I met Malala Yousafzai for the first time in November 2015. The family had invited me over for dinner.
My daughters, who never accompany me to any of my official visits, happily joined me and appeared genuinely eager to meet this girl they had read so much about.
Malala was a child hero to the world, but in Pakistan, she was the target of inexplicable, visceral hatred.
Back in November 2012, I was asked to host a fashion show in London in support of Malala’s cause. The young girl was recovering at a hospital in Birmingham at the time.
During the show, as we announced the prizes, our sponsors kept asking us not to announce their names. The jewellers were happy to donate, but did not want their names associated with Malala. They told us of threats they were receiving back home in Karachi. Businessmen in Pakistan’s biggest city lived in fear of militant attacks and abductions.
When I landed in Pakistan only a month later, I was shocked at the propaganda machinery against this young child. People were convinced that this girl had brought shame to the country. Apparently, it was clearly Malala’s fault for having been shot point blank by terrorists in her school bus.
As I embarked on my TV career, my content team cautioned me not to say anything about Malala and just avoid the subject if I felt uncomfortable attacking her on air. Media people showed me ample evidence that Malala was indeed a CIA agent. The proof was a photograph of Malala and her father meeting with an American diplomat. They said that the father had taken money to get his daughter shot; the treatment was all fabricated.
In fact, forensics experts in the TV team even showed me how the bullet wound was in a different place in different pictures.
When I failed to fall for what I was being fed, their counter was to ask: Why did Madonna never sing for Palestinian kids?
A few months in Pakistan, and one learns not to argue with idiots.
Malala settled in Birmingham after the attack, far away from the divided public opinion back home.
During our meeting with Malala, my daughters immediately took to her; they were soon chatting away about showbiz and music like only teenage girls can. I had made this trip because I had recently been labelled an agent by the Pakistani media myself, and it struck me how horrible this child must have felt all these years. I was pleasantly surprised to find a bright undefeated spirit in this young girl, who was completely unaffected by her celebrity status.

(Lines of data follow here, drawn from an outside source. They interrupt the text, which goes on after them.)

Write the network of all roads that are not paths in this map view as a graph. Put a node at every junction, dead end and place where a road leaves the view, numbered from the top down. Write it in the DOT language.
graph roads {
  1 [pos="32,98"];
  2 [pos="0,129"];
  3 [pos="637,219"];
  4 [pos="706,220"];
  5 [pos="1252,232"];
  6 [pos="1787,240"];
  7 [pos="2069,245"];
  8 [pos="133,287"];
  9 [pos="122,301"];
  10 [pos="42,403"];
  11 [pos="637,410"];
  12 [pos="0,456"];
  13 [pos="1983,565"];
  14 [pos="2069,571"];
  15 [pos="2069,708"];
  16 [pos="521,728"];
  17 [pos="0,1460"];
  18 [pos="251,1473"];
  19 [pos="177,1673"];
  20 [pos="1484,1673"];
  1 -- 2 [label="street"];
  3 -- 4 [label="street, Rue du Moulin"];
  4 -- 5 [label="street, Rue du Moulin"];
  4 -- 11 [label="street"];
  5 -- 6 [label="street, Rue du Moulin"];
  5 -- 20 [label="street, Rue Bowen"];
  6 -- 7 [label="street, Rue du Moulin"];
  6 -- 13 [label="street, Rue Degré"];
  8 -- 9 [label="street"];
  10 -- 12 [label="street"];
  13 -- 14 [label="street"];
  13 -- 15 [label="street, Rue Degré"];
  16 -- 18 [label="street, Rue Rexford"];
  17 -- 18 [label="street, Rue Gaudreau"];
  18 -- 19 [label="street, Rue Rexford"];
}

From time to time, she would chip in with a sharp witty comment. She was an unusually intelligent teen. She was hated because she genuinely possessed above-average abilities.

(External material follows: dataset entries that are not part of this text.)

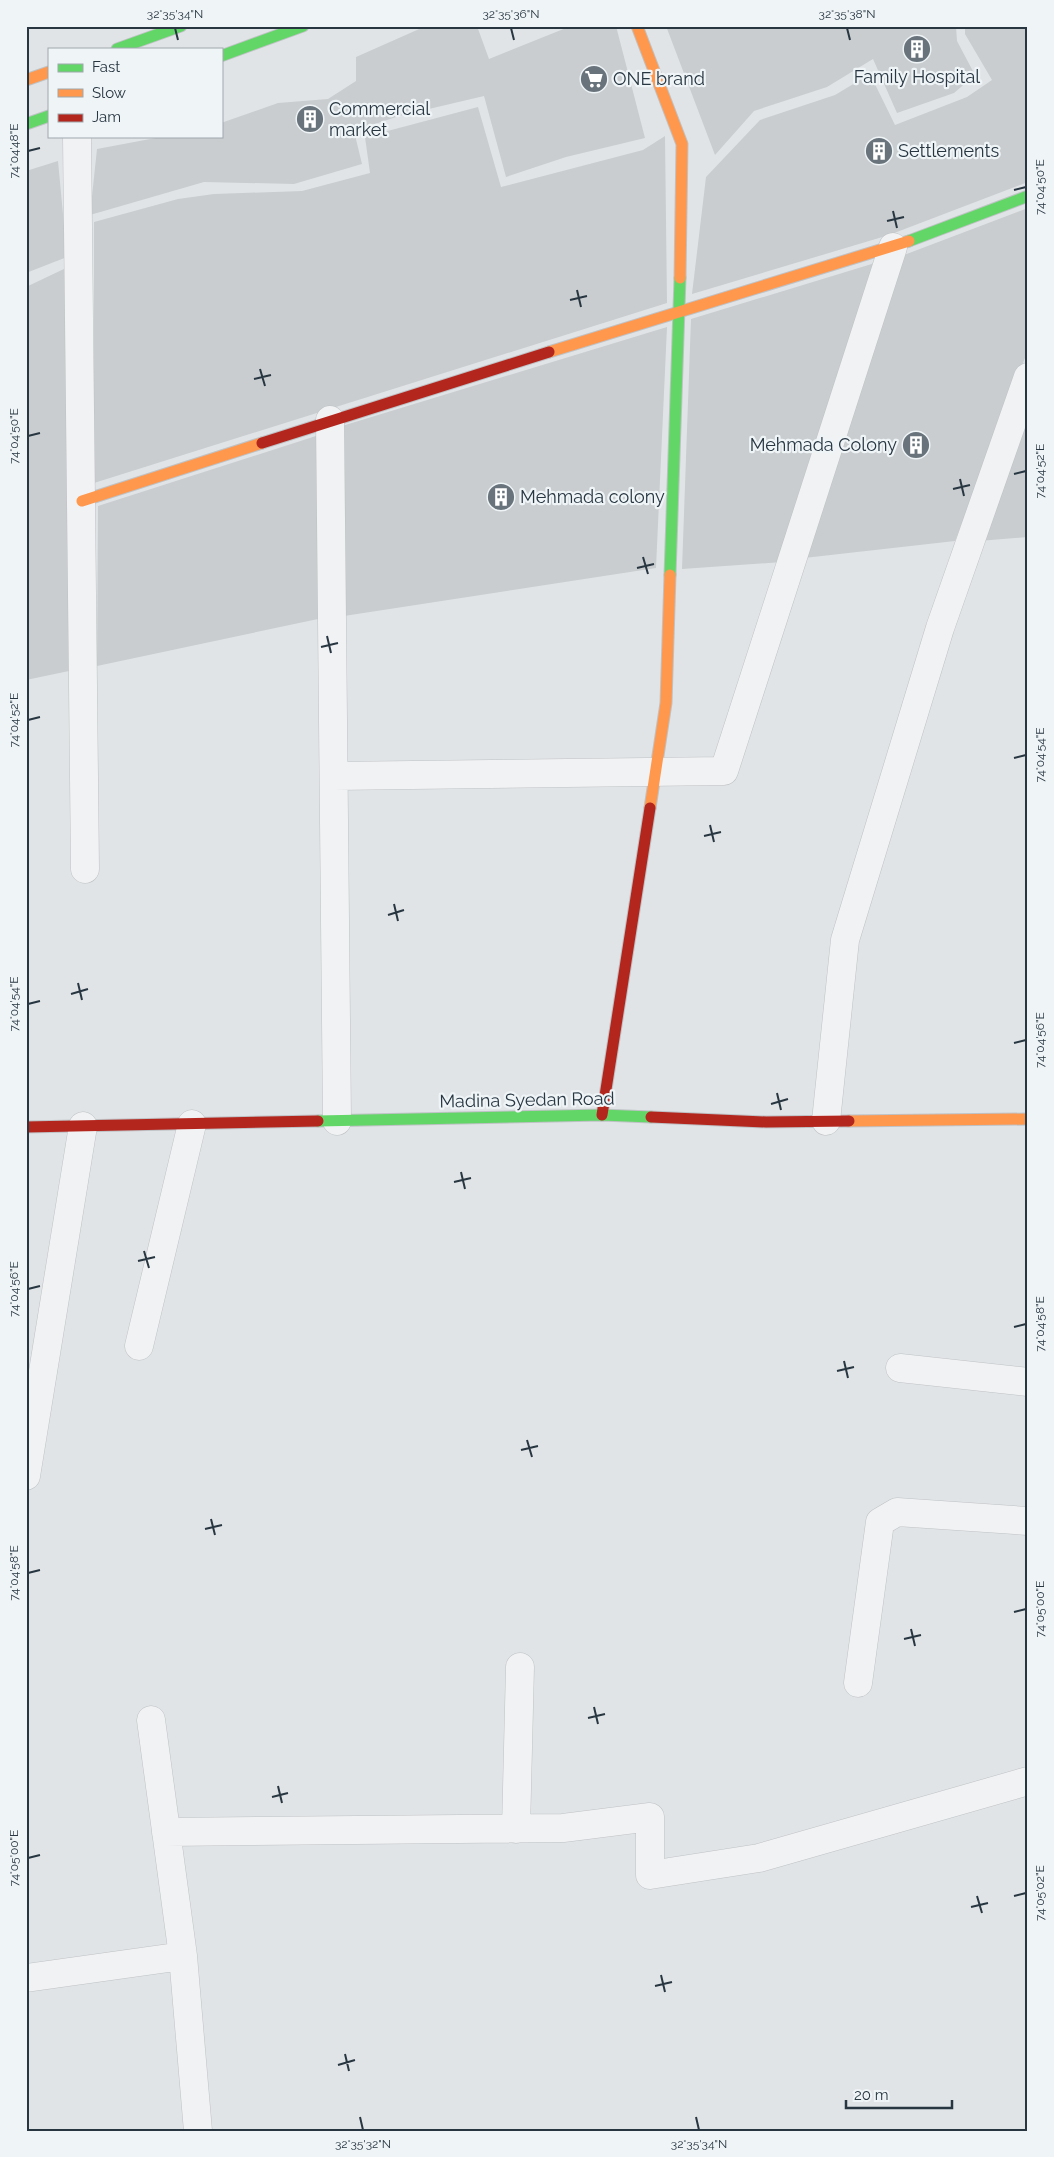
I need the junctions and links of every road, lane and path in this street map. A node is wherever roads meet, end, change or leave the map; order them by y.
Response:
1 (303, 26) edge
2 (637, 26) edge
3 (167, 29) edge
4 (120, 48) edge
5 (222, 56) edge
6 (48, 72) edge
7 (26, 80) edge
8 (48, 116) edge
9 (26, 124) edge
10 (77, 138) edge
11 (1028, 196) edge
12 (893, 247) junction
13 (678, 313) junction
14 (1028, 376) edge
15 (330, 420) junction
16 (82, 501) junction
17 (655, 771) junction
18 (334, 776) junction
19 (85, 869) dead end
20 (602, 1115) junction
21 (1028, 1119) edge
22 (337, 1121) junction
23 (826, 1121) junction
24 (192, 1124) junction
25 (83, 1126) junction
26 (26, 1127) edge
27 (139, 1346) dead end
28 (900, 1368) dead end
29 (1028, 1382) edge
30 (26, 1476) edge
31 (1028, 1521) edge
32 (520, 1667) dead end
33 (858, 1683) dead end
34 (151, 1720) dead end
35 (1028, 1781) edge
36 (516, 1828) junction
37 (166, 1832) junction
38 (183, 1956) junction
39 (26, 1978) edge
40 (198, 2131) edge

1 - 5 street
2 - 13 street
3 - 4 street
6 - 7 street
8 - 9 street
10 - 16 street
11 - 12 street
12 - 13 street
12 - 17 street
13 - 15 street
13 - 17 street
14 - 23 street
15 - 16 street
15 - 18 street
16 - 19 street
17 - 18 street
17 - 20 street
18 - 22 street
20 - 22 street, Madina Syedan Road
20 - 23 street, Madina Syedan Road
21 - 23 street, Madina Syedan Road
22 - 24 street, Madina Syedan Road
24 - 25 street, Madina Syedan Road
24 - 27 street
25 - 26 street, Madina Syedan Road
25 - 30 street
28 - 29 street
31 - 33 street
32 - 36 street
34 - 37 street
35 - 36 street
36 - 37 street
37 - 38 street
38 - 39 street
38 - 40 street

It was also very obvious that she had a father who was a cut above the rest. The intelligence was perhaps not only inherited but had been nurtured by philosophical discussions and a progressive mindset in her family.
I was not surprised as it reminded me of my origins in Swat. Not only had Malala been injured brutally in the attack, our traditional Swati sensibilities had been damaged in front of the whole world.
Her family was quintessentially Swati, not those who took over our beautiful land and inflicted violence. Like the serene Swat river flowing harmoniously with the Kabul river, we had managed to live side by side with other people for centuries. Malala is a warrior who remains true to her Swati roots.
Today, we invited her and welcomed her back to her own home. A home she speaks so lovingly and proudly of. But will she be allowed to roam freely like she was meant to?
Today, it seems that the state and the military are all on board for her long-overdue and sudden return home. But will she be honoured in our hearts too?
Have we really become a nation that takes a united stance against extremism, or is this just a knee-jerk reaction in response to the grey-listing by FATF?
I hope the winds of change are here to stay and that this will not be the last visit by Malala. May the day come soon where our daughters are not vilified because they want equality. May Malala return for longer than a four-day visit to lead the country to a glorious future, where there is no place for hatred and lies.
Reham Khan is a journalist, child rights activist, and single parent in Pakistan.